EXERCISE: Filter the listing below, keeping only the lines with the word "this".

THE DATA:

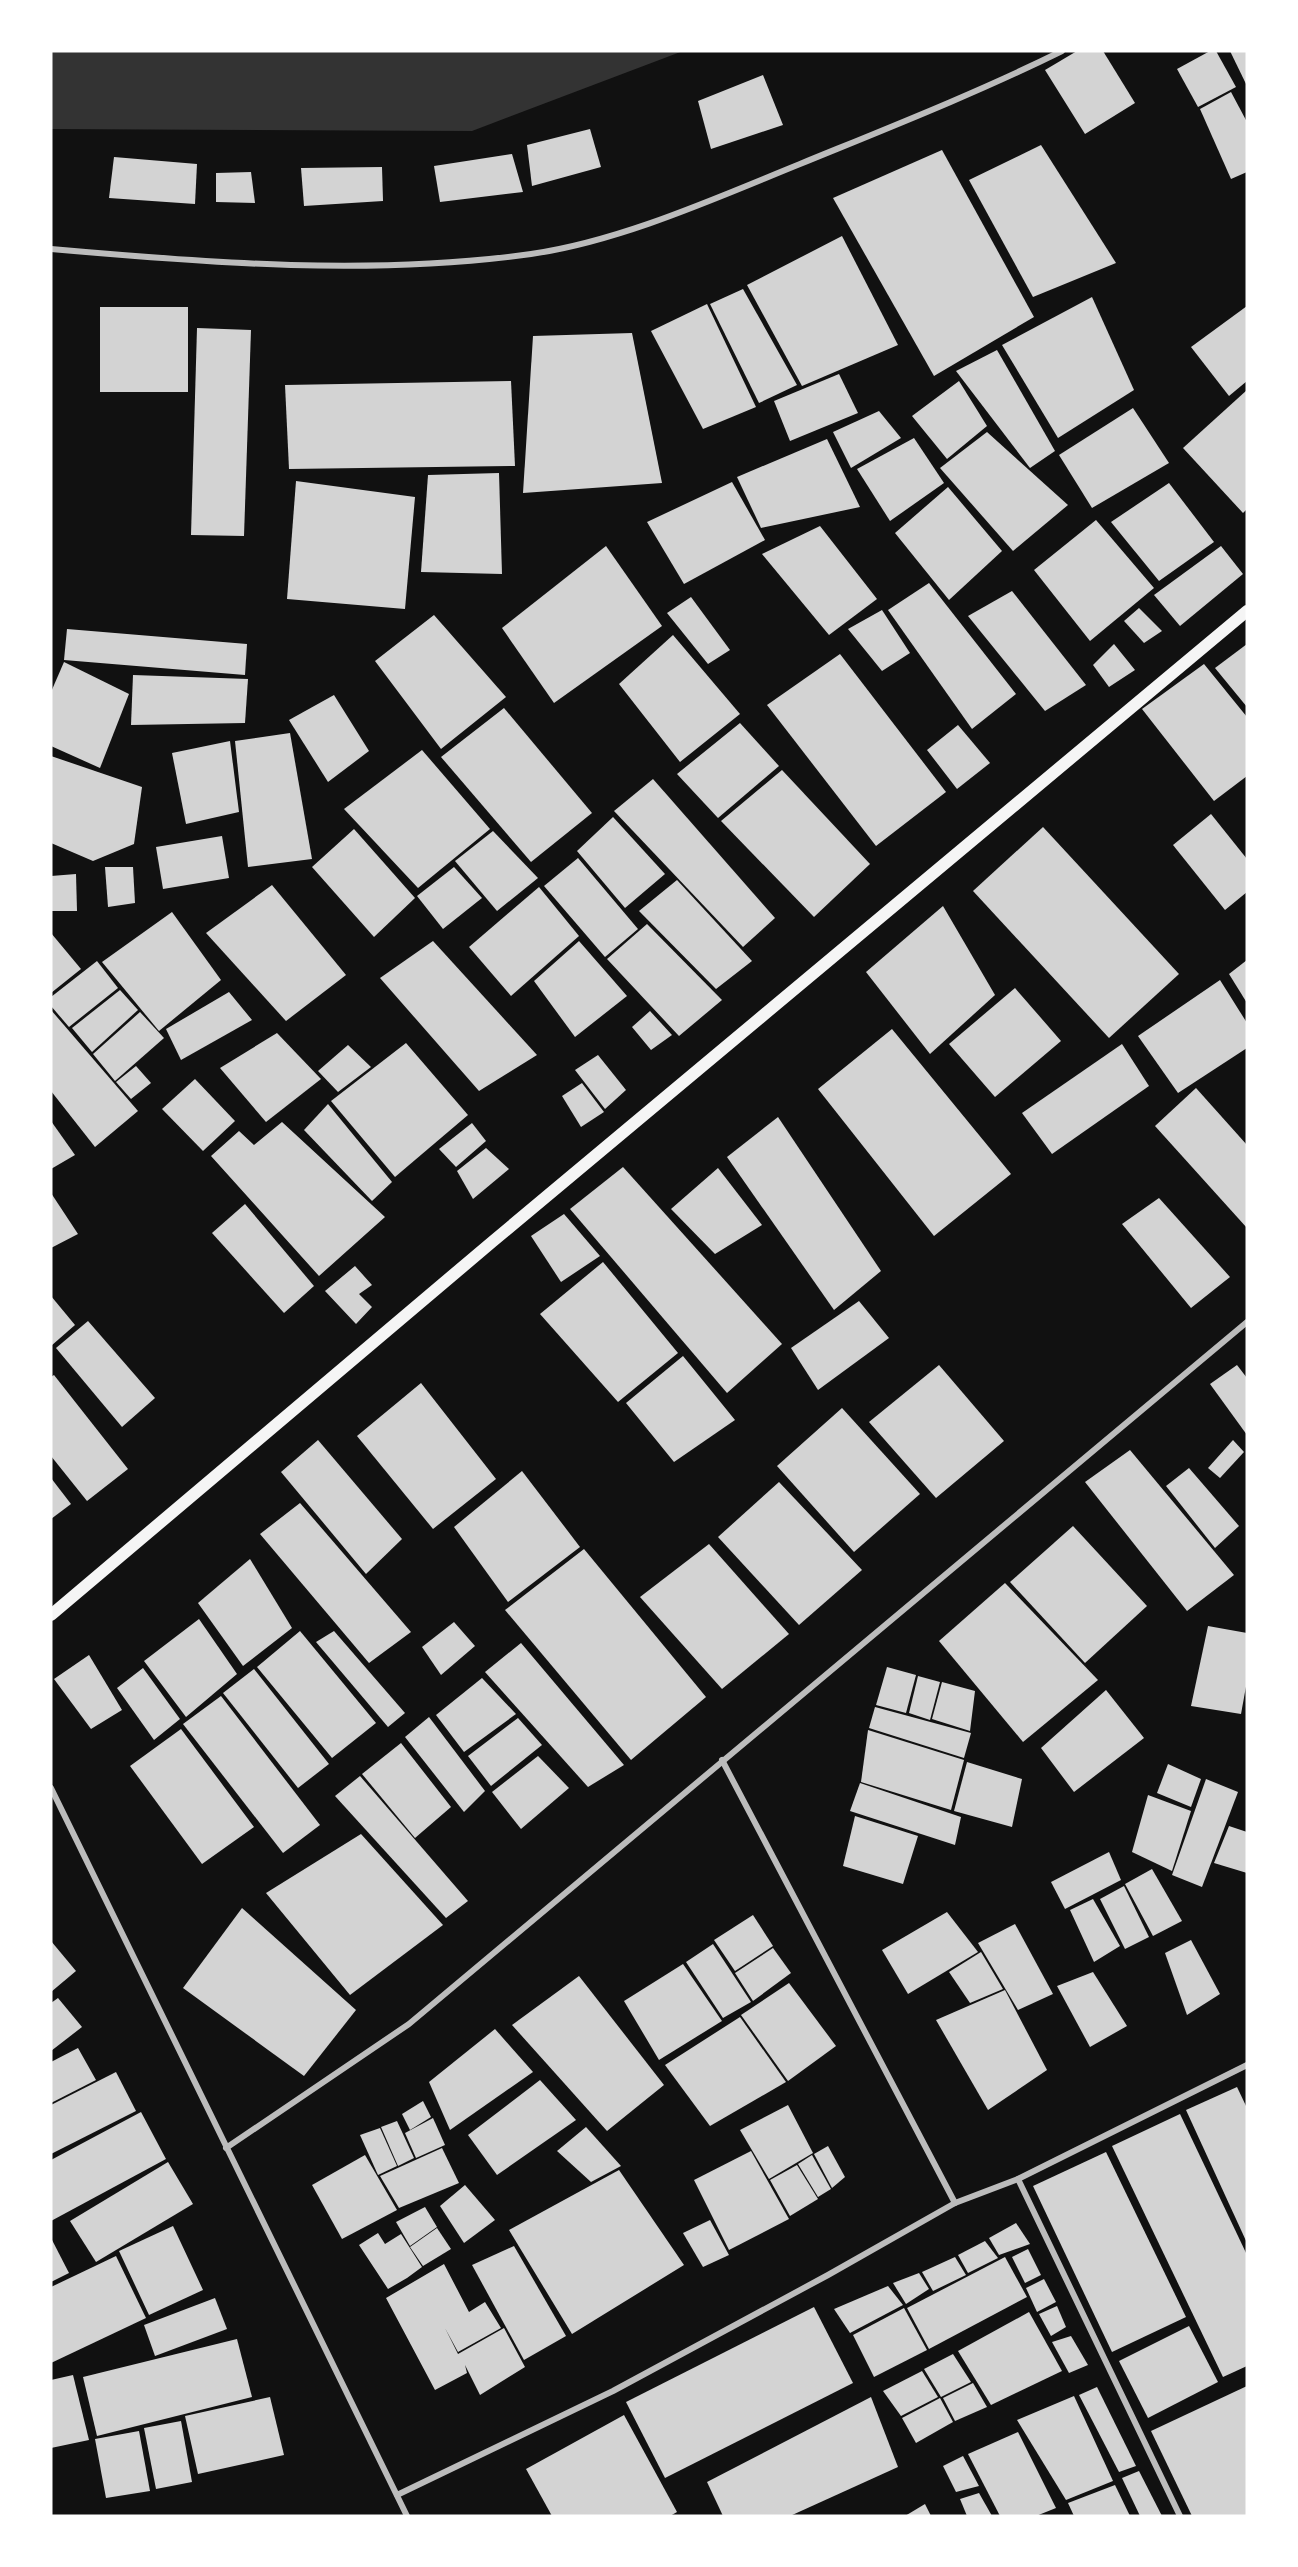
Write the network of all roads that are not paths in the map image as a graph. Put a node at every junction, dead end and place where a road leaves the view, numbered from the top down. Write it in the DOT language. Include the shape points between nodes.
graph roads {
  1 [pos="1062,51"];
  2 [pos="51,249"];
  3 [pos="1247,610"];
  4 [pos="1247,1322"];
  5 [pos="51,1615"];
  6 [pos="722,1760"];
  7 [pos="51,1788"];
  8 [pos="1247,2065"];
  9 [pos="226,2148"];
  10 [pos="1018,2179"];
  11 [pos="955,2203"];
  12 [pos="397,2495"];
  13 [pos="406,2516"];
  14 [pos="1179,2516"];
  1 -- 2 [label="street" via="728,193 570,246 417,265 217,260"];
  3 -- 5 [label="main road"];
  4 -- 6 [label="street"];
  6 -- 9 [label="street" via="409,2024"];
  6 -- 11 [label="street"];
  7 -- 9 [label="street"];
  8 -- 10 [label="street"];
  9 -- 12 [label="street"];
  10 -- 11 [label="street"];
  10 -- 14 [label="street"];
  11 -- 12 [label="street" via="614,2391"];
  12 -- 13 [label="street"];
}
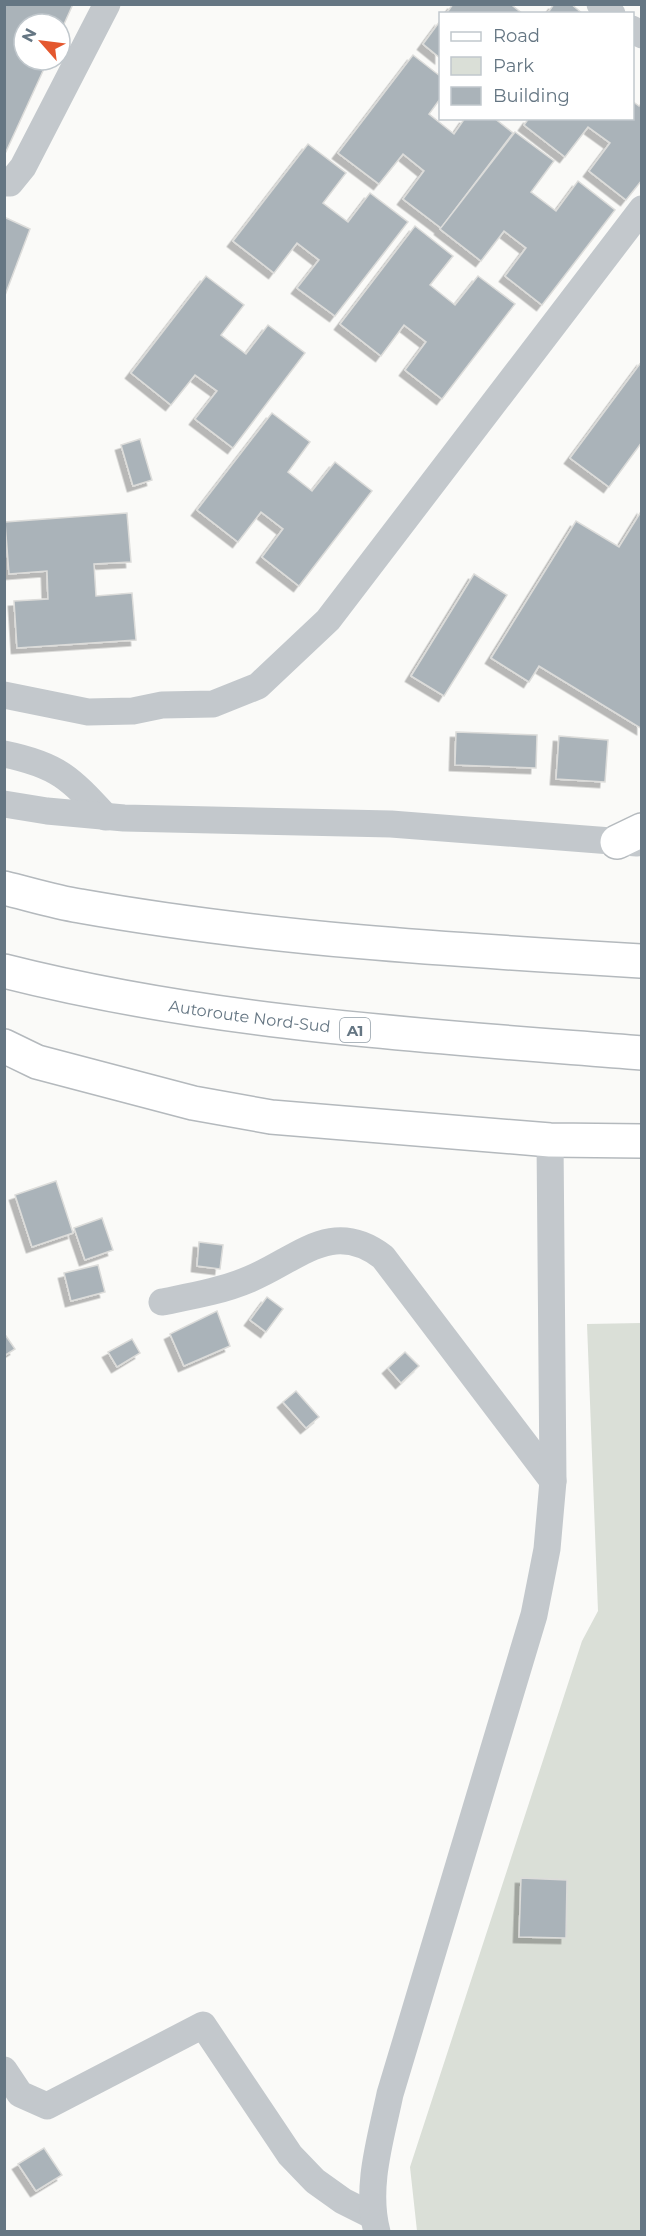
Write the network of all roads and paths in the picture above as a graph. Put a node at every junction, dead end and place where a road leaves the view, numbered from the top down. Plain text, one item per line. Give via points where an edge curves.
1 (107, 4) edge
2 (4, 183) edge
3 (642, 209) edge
4 (4, 695) edge
5 (4, 754) edge
6 (4, 804) edge
7 (106, 817) junction
8 (633, 839) edge
9 (4, 888) edge
10 (642, 961) edge
11 (4, 971) edge
12 (4, 1046) edge
13 (642, 1053) edge
14 (4, 1058) edge
15 (37, 1062) junction
16 (550, 1140) junction
17 (642, 1141) edge
18 (162, 1302) dead end
19 (553, 1481) junction
20 (4, 2070) edge
21 (375, 2224) edge

1 - 2 street via 23,167 10,183
3 - 4 street via 328,620 258,686 213,704 162,705 133,711 88,712
5 - 7 street via 56,770
6 - 7 street
7 - 8 street via 379,824
9 - 10 highway via 78,906 242,930 393,945
11 - 13 highway, Autoroute Nord-Sud / A1 via 71,988 240,1016
12 - 15 highway
14 - 15 street
15 - 16 highway via 193,1103 271,1117
16 - 17 highway
16 - 19 street
18 - 19 street via 209,1293 249,1279 318,1244 332,1240 360,1243 383,1257
19 - 21 street via 548,1549 534,1615 390,2094 374,2171
20 - 21 street via 20,2094 47,2106 204,2025 290,2155 315,2181

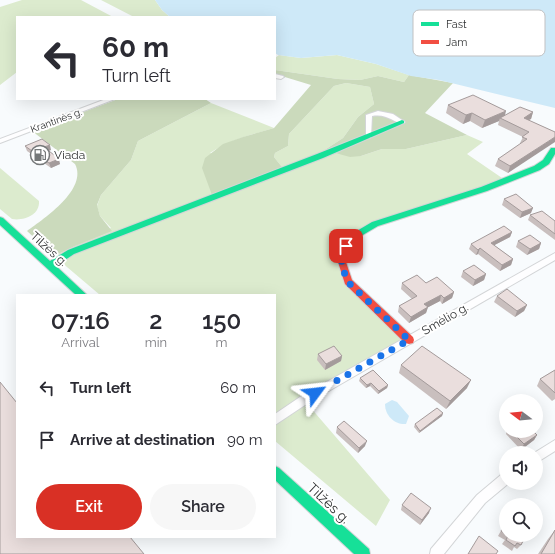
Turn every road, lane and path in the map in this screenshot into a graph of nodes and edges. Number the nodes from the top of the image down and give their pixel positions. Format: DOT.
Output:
graph roads {
  1 [pos="109,100"];
  2 [pos="402,122"];
  3 [pos="368,137"];
  4 [pos="0,141"];
  5 [pos="554,150"];
  6 [pos="0,220"];
  7 [pos="555,256"];
  8 [pos="50,265"];
  9 [pos="81,294"];
  10 [pos="409,340"];
  11 [pos="276,419"];
  12 [pos="555,445"];
  13 [pos="543,453"];
  14 [pos="276,473"];
  15 [pos="499,484"];
  16 [pos="364,554"];
  17 [pos="436,554"];
  1 -- 4 [label="street, Krantinės g."];
  2 -- 3 [label="main road"];
  2 -- 3 [label="street"];
  3 -- 8 [label="main road"];
  5 -- 10 [label="main road"];
  6 -- 8 [label="main road, Tilžės g."];
  7 -- 10 [label="street, Smėlio g."];
  8 -- 9 [label="main road, Tilžės g."];
  10 -- 11 [label="street, Smėlio g."];
  12 -- 13 [label="street"];
  14 -- 16 [label="main road, Tilžės g."];
  15 -- 17 [label="street"];
}
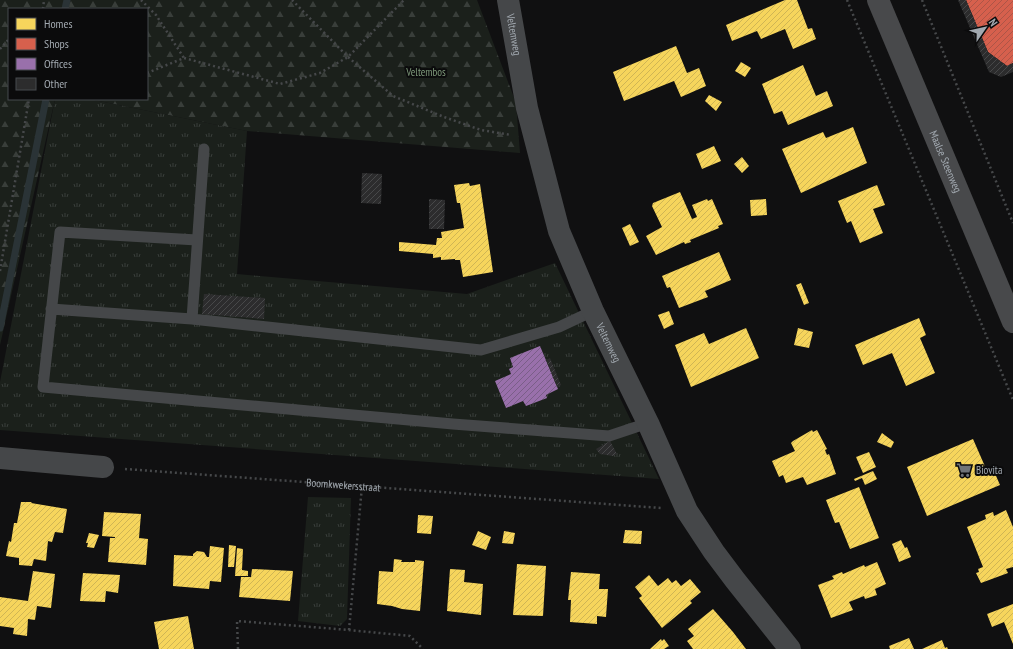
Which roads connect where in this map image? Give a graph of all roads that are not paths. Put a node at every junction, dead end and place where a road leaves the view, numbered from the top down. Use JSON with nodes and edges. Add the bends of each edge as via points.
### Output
{"nodes":[{"id":1,"x":508,"y":0,"type":"edge"},
{"id":2,"x":878,"y":0,"type":"edge"},
{"id":3,"x":204,"y":149,"type":"dead end"},
{"id":4,"x":197,"y":240,"type":"junction"},
{"id":5,"x":52,"y":309,"type":"junction"},
{"id":6,"x":593,"y":311,"type":"junction"},
{"id":7,"x":192,"y":319,"type":"junction"},
{"id":8,"x":1013,"y":322,"type":"edge"},
{"id":9,"x":648,"y":423,"type":"junction"},
{"id":10,"x":0,"y":458,"type":"edge"},
{"id":11,"x":103,"y":467,"type":"road end"},
{"id":12,"x":790,"y":649,"type":"edge"}],
"edges":[{"from":1,"to":6,"type":"street","name":"Veltemweg","via":[[527,108],[559,231]]},
{"from":2,"to":8,"type":"main road","name":"Maalse Steenweg"},
{"from":3,"to":4,"type":"lane"},
{"from":4,"to":5,"type":"lane","via":[[60,232]]},
{"from":4,"to":7,"type":"lane"},
{"from":5,"to":7,"type":"lane"},
{"from":5,"to":9,"type":"lane","via":[[43,387],[609,436]]},
{"from":6,"to":7,"type":"lane","via":[[559,327],[481,350]]},
{"from":6,"to":9,"type":"street","name":"Veltemweg"},
{"from":9,"to":12,"type":"street","name":"Veltemweg","via":[[687,511],[714,552]]},
{"from":10,"to":11,"type":"street"}]}
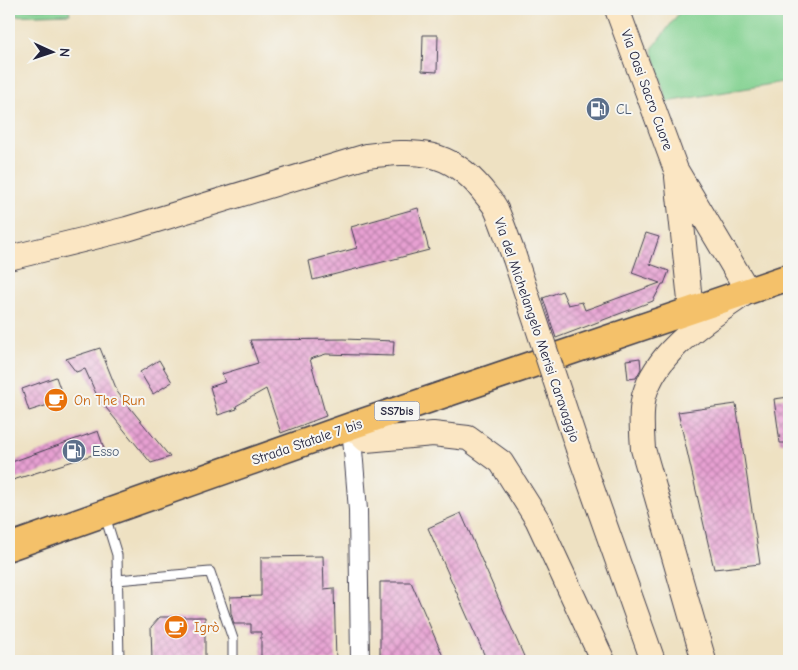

RESPONSE:
Turn every road, lane and path in the map in this screenshot into a graph of nodes and edges. Number the nodes from the top of the image down and give their pixel positions. Format: DOT.
Which roads connect where in this map image? Give a graph of all roads that are not paths. Put a node at every junction, dead end and place where a road leaves the view, numbered from the top down. Use JSON with nodes and edges. Add the bends of each edge as via points.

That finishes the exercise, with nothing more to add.